Results Of Aortic Valve Replacement With The Kay-Shiley Disc Valve

Abstract
Between August, 1966, and April, 1968, aortic valve replacement with the Kay-Shiley disc valve was performed in 60 consecutive patients at the Department of Thoracic Surgery, Karolinska Sjukhuset, Stockholm. The cumulative mortality rate after an observation period ranging from 1 to 3 years was 22%. There were 4 hospital (7%) and 9 late deaths (15%). The causes of death were infection (6), myocardial infarction (4), myo-cardial failure (1), postoperative renal insufficiency (1) and thrombosis around the prosthesis (1). Thrombo-embolic complications were observed in 4 patients (7%), in all related to discontinuation of the anticoagulant therapy. Partial detachment of the prosthesis necessitating re-operation was present in three patients (5%). Forty-two (90%) of the surviving patients were re-examined about a year after surgery, 39 of them being subjected to a follow-up catheterization and 32 also to thoracic aortography with cinetechnique.
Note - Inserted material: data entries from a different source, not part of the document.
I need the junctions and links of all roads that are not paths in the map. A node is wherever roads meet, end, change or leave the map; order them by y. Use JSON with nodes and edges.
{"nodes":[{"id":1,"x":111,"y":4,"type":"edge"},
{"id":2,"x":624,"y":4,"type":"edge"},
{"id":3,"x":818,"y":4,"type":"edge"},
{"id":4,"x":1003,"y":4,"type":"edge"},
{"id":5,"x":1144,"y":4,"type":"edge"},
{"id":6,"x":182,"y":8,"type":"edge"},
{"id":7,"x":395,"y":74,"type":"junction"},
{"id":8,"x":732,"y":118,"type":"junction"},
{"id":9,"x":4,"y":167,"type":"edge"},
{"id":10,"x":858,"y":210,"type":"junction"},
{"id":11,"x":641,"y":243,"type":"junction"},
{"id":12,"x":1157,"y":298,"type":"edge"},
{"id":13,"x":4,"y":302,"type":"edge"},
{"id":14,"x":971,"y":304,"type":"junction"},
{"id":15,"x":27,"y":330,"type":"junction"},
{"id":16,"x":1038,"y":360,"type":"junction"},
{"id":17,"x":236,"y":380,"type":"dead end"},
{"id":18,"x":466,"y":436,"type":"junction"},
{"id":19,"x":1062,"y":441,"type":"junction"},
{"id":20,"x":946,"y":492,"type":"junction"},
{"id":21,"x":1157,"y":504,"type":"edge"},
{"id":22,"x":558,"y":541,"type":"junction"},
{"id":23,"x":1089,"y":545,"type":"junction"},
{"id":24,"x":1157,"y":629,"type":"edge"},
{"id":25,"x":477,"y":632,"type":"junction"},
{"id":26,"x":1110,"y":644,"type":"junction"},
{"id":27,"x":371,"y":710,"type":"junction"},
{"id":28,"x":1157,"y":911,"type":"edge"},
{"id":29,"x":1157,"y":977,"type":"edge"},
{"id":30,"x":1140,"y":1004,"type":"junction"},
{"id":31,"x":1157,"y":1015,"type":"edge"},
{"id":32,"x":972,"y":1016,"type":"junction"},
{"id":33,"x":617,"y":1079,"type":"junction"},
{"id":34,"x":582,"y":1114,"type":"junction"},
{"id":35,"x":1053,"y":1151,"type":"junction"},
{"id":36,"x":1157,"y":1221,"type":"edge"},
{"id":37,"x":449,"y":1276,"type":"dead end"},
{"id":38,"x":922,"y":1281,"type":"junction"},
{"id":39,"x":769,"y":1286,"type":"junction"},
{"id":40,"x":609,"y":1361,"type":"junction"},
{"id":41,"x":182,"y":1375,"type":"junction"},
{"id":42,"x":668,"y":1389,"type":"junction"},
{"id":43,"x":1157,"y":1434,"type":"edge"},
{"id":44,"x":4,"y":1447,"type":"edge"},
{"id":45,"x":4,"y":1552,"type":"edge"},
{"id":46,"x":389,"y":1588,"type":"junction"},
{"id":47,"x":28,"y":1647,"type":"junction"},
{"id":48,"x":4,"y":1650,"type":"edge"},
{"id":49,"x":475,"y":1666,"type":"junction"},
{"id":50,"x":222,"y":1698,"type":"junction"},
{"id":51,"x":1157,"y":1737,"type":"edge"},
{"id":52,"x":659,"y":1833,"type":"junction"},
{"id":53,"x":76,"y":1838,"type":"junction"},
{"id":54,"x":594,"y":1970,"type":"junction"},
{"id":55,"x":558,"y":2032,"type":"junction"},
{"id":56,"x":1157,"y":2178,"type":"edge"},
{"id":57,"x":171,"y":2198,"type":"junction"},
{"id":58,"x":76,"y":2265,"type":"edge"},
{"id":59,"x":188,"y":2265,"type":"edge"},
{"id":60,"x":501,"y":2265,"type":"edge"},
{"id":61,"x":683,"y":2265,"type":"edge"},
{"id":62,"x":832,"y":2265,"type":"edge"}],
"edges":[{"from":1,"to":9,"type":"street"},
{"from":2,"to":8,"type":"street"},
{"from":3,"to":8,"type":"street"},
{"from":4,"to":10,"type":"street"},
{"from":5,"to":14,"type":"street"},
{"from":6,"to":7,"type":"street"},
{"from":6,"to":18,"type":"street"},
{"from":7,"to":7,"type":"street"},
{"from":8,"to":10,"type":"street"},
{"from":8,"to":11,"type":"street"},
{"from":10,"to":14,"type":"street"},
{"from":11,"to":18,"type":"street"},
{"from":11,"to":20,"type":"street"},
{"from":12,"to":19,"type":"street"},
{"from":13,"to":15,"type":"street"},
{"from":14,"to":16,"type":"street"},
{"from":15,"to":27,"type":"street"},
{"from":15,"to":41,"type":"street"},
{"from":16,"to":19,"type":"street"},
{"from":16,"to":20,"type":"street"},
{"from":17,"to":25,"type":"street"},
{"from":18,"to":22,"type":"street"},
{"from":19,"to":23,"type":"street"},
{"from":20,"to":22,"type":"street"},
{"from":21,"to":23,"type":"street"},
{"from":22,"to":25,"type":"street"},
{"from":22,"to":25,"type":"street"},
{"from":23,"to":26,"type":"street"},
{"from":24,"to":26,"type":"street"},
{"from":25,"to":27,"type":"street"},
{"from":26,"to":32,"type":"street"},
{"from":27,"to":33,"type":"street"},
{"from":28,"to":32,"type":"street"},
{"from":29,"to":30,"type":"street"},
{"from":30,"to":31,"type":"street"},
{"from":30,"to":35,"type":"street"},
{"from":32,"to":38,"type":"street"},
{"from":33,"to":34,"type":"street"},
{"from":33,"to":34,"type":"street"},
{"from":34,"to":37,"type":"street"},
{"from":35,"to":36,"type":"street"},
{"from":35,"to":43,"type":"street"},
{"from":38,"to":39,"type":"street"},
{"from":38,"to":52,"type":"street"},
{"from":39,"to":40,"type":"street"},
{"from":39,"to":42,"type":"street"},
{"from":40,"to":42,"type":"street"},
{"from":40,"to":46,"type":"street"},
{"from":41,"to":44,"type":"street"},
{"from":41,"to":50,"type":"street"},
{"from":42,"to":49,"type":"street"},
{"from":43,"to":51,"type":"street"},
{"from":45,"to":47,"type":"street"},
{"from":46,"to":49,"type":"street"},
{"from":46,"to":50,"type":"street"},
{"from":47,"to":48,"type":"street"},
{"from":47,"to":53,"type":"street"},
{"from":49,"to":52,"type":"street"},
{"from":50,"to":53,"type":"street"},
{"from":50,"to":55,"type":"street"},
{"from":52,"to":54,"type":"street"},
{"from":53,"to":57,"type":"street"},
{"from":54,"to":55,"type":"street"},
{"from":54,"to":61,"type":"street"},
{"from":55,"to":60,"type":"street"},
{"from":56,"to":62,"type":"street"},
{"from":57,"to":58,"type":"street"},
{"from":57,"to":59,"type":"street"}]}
All patients considered their condition improved after operation. At follow-up their maximal exercise tolerance had increased in average 35%, the heart volume had decreased with 28% and the intracardiac pressures had diminished significantly. Systolic pressure differences across the prosthesis were observed in all patients, the mean difference at rest being 27 mm Hg, increasing to 38 mm Hg during exercise (average work load 400 kpm/min). Aortography showed that the valve was completely competent in the majority of patients. A minimal or slight regurgitation lateral to the prosthesis was observed in 6 patients (10%) at follow-up. The degree of intravascular haemolysis was low and the haemoglobin values were normal in all patients. Plasma haptoglobin was present in all cases, the mean value being 18 mg%. Aortic valve replacement with the Kay-Shiley disc valve can be accomplished with favourable clinical and haemodynamic results. The residual obstruction for left ventricular outflow does not seem to influence the cardiac performance and is outweighed by the favourable haemodynamic properties of the valve: good function during tachycardia and exercise, high competency, low degree of wear and haemolysis.